>>>>>
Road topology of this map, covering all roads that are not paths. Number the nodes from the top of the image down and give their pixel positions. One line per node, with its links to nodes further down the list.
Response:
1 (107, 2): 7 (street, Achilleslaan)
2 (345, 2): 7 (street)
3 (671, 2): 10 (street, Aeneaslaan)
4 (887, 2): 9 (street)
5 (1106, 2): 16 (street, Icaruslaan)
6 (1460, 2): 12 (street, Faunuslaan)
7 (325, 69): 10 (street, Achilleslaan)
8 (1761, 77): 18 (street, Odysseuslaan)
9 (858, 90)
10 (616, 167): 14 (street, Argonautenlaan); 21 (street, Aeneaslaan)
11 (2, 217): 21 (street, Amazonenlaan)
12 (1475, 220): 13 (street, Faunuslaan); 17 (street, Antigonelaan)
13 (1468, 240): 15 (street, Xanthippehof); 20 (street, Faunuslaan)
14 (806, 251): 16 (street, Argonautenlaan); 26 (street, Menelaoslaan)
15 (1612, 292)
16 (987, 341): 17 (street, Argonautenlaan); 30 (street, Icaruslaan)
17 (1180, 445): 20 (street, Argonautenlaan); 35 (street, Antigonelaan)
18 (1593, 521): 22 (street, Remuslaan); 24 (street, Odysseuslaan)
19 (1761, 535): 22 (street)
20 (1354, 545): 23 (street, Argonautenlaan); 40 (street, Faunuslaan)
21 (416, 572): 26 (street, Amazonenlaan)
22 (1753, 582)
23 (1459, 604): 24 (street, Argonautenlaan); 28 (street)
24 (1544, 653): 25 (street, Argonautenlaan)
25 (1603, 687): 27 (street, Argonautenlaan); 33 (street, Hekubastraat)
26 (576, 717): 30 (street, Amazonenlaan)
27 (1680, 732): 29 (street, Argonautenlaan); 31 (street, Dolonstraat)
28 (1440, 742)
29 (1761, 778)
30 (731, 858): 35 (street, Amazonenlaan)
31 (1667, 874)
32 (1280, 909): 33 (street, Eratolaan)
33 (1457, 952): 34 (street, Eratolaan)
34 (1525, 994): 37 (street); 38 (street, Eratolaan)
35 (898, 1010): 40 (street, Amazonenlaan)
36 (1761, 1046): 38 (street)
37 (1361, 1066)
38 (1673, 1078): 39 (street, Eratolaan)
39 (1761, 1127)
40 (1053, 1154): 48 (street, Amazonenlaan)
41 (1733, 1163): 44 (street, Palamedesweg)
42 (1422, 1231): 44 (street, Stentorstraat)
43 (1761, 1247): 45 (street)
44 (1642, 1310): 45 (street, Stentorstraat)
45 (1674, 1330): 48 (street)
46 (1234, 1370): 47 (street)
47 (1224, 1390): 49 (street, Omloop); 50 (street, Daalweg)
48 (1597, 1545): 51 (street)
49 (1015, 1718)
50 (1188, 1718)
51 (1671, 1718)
<<<<<
▶ _Instructions for the task_: The task calls for all the records above to be repeated exactly.

▶ _Solution to this problem_:
Road topology of this map, covering all roads that are not paths. Number the nodes from the top of the image down and give their pixel positions. One line per node, with its links to nodes further down the list.
Response:
1 (107, 2): 7 (street, Achilleslaan)
2 (345, 2): 7 (street)
3 (671, 2): 10 (street, Aeneaslaan)
4 (887, 2): 9 (street)
5 (1106, 2): 16 (street, Icaruslaan)
6 (1460, 2): 12 (street, Faunuslaan)
7 (325, 69): 10 (street, Achilleslaan)
8 (1761, 77): 18 (street, Odysseuslaan)
9 (858, 90)
10 (616, 167): 14 (street, Argonautenlaan); 21 (street, Aeneaslaan)
11 (2, 217): 21 (street, Amazonenlaan)
12 (1475, 220): 13 (street, Faunuslaan); 17 (street, Antigonelaan)
13 (1468, 240): 15 (street, Xanthippehof); 20 (street, Faunuslaan)
14 (806, 251): 16 (street, Argonautenlaan); 26 (street, Menelaoslaan)
15 (1612, 292)
16 (987, 341): 17 (street, Argonautenlaan); 30 (street, Icaruslaan)
17 (1180, 445): 20 (street, Argonautenlaan); 35 (street, Antigonelaan)
18 (1593, 521): 22 (street, Remuslaan); 24 (street, Odysseuslaan)
19 (1761, 535): 22 (street)
20 (1354, 545): 23 (street, Argonautenlaan); 40 (street, Faunuslaan)
21 (416, 572): 26 (street, Amazonenlaan)
22 (1753, 582)
23 (1459, 604): 24 (street, Argonautenlaan); 28 (street)
24 (1544, 653): 25 (street, Argonautenlaan)
25 (1603, 687): 27 (street, Argonautenlaan); 33 (street, Hekubastraat)
26 (576, 717): 30 (street, Amazonenlaan)
27 (1680, 732): 29 (street, Argonautenlaan); 31 (street, Dolonstraat)
28 (1440, 742)
29 (1761, 778)
30 (731, 858): 35 (street, Amazonenlaan)
31 (1667, 874)
32 (1280, 909): 33 (street, Eratolaan)
33 (1457, 952): 34 (street, Eratolaan)
34 (1525, 994): 37 (street); 38 (street, Eratolaan)
35 (898, 1010): 40 (street, Amazonenlaan)
36 (1761, 1046): 38 (street)
37 (1361, 1066)
38 (1673, 1078): 39 (street, Eratolaan)
39 (1761, 1127)
40 (1053, 1154): 48 (street, Amazonenlaan)
41 (1733, 1163): 44 (street, Palamedesweg)
42 (1422, 1231): 44 (street, Stentorstraat)
43 (1761, 1247): 45 (street)
44 (1642, 1310): 45 (street, Stentorstraat)
45 (1674, 1330): 48 (street)
46 (1234, 1370): 47 (street)
47 (1224, 1390): 49 (street, Omloop); 50 (street, Daalweg)
48 (1597, 1545): 51 (street)
49 (1015, 1718)
50 (1188, 1718)
51 (1671, 1718)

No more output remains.